In reply to jamesdak, 5 months ago

jamesdak wrote:

Richard wrote:

jamesdak wrote:

Don't assume, like I did, that it will be an easy trouble-free process necessarily. I have followed the instructions provided by others and all the well intended help of others yet have still wound up with a $1000 boat anchor.

So what I am dealing with is a new Dell XPS 8500 machine in which I installed my own SSD and attempted to migrate the OS to it. Originally using Dell's own installed recovery program to create the recover medium. And here is where I think (don't know) the true problem lies.

The first thing you do before any migration or hd replacement.

Use Macrium, which I know works. Install, create recover disk. Backup entire system (all the partitions on the current system drive and any other drives you have on your system to make sure you don't make a mistake and do a verify to verify the data) to an external hard drive. Insert recover disk and boot, this is to test if you can do restore. If you see the disk on your system and the external hard drive where your backups are stored and Macrium says you can restore to the system disk, you are golden. If not do not proceed.
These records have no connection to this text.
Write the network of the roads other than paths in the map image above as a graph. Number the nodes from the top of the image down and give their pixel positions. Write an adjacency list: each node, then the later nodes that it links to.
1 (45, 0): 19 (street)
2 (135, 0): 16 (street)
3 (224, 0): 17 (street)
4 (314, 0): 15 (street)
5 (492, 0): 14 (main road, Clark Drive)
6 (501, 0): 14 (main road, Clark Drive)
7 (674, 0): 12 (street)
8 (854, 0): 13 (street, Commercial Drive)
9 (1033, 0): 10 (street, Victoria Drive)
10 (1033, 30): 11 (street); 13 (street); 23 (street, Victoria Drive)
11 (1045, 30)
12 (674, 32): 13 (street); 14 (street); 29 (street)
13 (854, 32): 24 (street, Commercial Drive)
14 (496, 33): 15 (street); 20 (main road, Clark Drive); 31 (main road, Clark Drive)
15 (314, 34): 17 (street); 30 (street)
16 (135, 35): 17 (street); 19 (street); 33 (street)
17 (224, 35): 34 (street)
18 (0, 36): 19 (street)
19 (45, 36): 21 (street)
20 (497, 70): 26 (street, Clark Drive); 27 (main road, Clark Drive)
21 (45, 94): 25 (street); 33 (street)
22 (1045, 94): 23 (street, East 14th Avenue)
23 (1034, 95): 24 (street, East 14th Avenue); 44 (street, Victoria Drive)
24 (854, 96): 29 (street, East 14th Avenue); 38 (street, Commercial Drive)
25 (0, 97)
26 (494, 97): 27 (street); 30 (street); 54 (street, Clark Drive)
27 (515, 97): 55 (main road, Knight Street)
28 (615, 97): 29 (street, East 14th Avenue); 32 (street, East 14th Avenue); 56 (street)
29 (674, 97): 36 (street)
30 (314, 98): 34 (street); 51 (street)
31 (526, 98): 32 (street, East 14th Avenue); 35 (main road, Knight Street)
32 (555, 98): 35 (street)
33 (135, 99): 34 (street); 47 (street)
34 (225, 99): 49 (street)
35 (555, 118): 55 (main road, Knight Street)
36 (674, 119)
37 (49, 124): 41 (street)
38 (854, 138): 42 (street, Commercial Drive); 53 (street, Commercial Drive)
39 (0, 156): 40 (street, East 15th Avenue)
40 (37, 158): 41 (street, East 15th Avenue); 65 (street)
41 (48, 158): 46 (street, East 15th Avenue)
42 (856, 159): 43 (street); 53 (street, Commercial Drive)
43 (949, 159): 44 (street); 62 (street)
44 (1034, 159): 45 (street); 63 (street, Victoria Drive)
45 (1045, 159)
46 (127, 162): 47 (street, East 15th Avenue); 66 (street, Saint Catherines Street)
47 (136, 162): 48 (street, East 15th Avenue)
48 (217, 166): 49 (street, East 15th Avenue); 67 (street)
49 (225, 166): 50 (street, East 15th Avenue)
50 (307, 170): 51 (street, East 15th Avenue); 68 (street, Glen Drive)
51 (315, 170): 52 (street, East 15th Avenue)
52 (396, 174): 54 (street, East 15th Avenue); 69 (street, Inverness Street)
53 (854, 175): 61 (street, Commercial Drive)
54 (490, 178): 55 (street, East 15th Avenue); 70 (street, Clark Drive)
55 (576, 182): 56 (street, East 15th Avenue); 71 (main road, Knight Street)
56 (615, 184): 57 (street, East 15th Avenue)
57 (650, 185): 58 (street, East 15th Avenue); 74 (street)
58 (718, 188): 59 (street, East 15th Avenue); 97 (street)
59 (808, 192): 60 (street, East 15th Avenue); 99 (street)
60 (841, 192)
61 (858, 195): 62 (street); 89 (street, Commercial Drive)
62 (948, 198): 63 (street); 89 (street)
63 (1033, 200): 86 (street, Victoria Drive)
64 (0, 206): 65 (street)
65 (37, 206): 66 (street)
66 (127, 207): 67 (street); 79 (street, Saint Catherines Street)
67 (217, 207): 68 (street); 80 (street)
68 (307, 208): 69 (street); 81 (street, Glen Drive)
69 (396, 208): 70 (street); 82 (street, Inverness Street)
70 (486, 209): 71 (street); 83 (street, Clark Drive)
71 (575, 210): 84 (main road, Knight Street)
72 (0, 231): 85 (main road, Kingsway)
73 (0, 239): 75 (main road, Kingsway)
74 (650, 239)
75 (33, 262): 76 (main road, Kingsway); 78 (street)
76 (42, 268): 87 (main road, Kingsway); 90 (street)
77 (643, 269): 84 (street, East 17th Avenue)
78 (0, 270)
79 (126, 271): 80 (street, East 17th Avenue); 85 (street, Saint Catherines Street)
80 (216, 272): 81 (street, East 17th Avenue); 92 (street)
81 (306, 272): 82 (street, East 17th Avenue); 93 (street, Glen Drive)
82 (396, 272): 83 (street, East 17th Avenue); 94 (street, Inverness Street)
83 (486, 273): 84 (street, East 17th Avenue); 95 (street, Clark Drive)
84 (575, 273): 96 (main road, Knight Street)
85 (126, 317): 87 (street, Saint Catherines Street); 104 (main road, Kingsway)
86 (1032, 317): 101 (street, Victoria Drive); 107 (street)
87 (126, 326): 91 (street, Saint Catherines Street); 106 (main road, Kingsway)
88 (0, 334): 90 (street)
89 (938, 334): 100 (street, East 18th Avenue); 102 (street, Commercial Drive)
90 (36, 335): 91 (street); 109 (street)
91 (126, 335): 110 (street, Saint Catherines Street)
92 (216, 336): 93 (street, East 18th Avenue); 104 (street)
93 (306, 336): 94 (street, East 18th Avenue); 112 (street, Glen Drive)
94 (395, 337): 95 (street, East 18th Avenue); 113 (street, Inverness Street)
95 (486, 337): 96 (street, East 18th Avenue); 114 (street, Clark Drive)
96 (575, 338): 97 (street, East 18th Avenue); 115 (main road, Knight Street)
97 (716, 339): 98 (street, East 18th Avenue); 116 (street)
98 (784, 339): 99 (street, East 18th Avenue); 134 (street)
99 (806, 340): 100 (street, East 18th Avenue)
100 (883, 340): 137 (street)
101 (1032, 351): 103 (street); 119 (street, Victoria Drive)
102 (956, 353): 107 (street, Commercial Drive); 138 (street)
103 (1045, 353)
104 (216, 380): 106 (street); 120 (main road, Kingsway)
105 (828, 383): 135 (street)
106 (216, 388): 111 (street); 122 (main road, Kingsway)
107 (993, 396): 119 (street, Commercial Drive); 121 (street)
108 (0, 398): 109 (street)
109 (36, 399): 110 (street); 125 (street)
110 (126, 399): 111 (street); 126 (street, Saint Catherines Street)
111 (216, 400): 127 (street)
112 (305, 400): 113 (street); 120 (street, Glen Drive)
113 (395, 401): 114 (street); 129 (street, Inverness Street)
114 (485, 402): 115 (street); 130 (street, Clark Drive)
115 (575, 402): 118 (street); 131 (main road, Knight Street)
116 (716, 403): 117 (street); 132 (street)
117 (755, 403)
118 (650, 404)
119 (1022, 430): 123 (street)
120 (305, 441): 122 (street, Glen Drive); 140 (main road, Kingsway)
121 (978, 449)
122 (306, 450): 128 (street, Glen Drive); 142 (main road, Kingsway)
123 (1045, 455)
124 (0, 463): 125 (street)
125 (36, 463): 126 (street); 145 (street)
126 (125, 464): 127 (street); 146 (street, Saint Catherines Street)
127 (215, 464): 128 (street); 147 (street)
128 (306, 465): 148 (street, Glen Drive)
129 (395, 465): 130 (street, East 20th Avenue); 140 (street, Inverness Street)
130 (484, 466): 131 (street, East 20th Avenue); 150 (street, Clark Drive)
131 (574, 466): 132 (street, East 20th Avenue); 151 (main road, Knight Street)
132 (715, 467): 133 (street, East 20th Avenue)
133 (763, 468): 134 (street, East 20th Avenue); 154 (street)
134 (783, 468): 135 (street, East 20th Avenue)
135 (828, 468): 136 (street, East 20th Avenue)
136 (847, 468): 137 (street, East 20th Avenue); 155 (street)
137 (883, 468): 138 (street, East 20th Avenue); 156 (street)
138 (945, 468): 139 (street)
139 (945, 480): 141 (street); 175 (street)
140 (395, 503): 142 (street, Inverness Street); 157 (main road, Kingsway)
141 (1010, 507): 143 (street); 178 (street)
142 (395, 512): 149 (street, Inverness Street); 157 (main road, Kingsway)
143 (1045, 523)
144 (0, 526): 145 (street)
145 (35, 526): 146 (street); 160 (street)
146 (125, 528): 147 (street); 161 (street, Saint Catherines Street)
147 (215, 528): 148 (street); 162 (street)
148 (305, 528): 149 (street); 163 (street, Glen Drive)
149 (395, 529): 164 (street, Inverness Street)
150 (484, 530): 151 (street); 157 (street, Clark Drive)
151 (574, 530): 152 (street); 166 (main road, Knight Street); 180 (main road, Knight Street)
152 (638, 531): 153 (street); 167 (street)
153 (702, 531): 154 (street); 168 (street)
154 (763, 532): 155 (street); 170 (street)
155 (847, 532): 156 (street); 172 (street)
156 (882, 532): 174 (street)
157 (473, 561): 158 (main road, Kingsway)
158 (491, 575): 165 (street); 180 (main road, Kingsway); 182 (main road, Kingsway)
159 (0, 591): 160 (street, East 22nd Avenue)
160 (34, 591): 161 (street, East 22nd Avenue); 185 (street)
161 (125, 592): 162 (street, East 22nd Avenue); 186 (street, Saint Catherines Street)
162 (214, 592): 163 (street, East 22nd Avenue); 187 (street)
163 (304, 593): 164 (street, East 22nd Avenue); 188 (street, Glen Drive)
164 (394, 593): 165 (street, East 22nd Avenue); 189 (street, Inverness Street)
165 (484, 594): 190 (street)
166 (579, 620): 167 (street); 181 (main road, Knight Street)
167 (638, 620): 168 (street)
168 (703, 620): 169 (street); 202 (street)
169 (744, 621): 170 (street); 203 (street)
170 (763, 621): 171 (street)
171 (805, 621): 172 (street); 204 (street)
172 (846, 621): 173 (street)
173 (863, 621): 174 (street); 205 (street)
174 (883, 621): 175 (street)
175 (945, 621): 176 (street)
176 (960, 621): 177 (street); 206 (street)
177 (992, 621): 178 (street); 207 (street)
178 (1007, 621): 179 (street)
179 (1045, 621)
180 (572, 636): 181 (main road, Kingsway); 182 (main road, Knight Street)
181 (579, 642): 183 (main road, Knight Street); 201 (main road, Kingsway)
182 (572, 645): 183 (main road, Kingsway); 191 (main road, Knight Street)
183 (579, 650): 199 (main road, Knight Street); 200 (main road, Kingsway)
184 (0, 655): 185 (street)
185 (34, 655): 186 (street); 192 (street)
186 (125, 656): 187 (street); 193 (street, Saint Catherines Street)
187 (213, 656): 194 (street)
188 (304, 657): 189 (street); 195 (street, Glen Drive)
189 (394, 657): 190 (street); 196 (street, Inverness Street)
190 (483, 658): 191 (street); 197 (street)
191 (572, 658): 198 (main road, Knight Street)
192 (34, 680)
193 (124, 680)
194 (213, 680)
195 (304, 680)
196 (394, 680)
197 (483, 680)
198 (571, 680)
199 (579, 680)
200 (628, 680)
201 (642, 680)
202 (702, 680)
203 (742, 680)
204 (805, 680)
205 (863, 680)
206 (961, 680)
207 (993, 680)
You insert the original disk and restore to it and you are back to where you began. This is easy to do and very low risk.

Forget about the Dell recovery stuff, once you make a Macrium backup of all the partitions on your system drive, you can create Dell recovery disks till your hearts content.

Yeah, pretty silly to think the program provided by the computer manufacturer to create the recovery media would actually work.

Very true, you learn in the computer industry never trust or assume anything, test, test, test.

The process to create the media runs ok and does create bootable disks. They work right up to the point of actually restoring the data so kinda hard to test them all the way without actually using them.

Which is why you make a backup with a known good solution and test it.

Of course everyone has a best way to do this and the best program to do it with. Good luck if you are a first timer with deciding who's advice to follow...

I have done this procedure many times for myself and many people. Installing SSD or a new drive. I never had an issue, because I always had a good working copy of their system. It makes it easier if you take the drive out of the system you are working on, back it up on another system, that way there is little to no chance of mistakes or user error, or much reduced anyway, I have not lost any data so far.

I initially followed a set of instructions from this forum that were pretty much mirrored step by step with another set of instructions at a Dell forum. Worked fine for both of them so silly of me to think it would work for me, LOL!!

Even the responses to my OP here shows different folks doing different ways with success. Just not my case.

There is only one way to success and to prevent catastrophe. You MUST have a verified backup of your system and all the partitions, including the dell partitions that you know you can restore and tested it. This way no matter how bad you mess things up, or how bad things go wrong, you can get right back to where you were, start over and try a different method to say install a new SSD to your system.

First computer buy where I didn't get OS disk and of course the first time I've needed them. Go figure...

I bought several HP laptops and gave them as gifts, none of them came with the OS disk, you had to create the recovery disk. I did not trust them. What I trusted was me, taking the disk out of the laptop, making a backup on a different machine then putting the drive back into the laptop, then creating the recovery disks, sending the recovery disks, sending a copy of the backup to the user and keeping a copy of the backup myself. Therefor, no matter what is done, they have three ways to get back to where they started. 2 I know for sure to work

I feel bad for you and sorry you had problems, I agree, the Dell recovery should have worked, you should not have to purchase the disks from them. I sometimes think they do this so they can make more money at your data and time loss expense, but hard to prove that.

Remember, the key to happy computing is to have a good backup that has been verified with the program that made it and then tested to make sure it sees all your drives during the restore and is able to restore to your system. If not, you run your computer under the false illusion that you can get back to where you were with little down time. Good luck to you.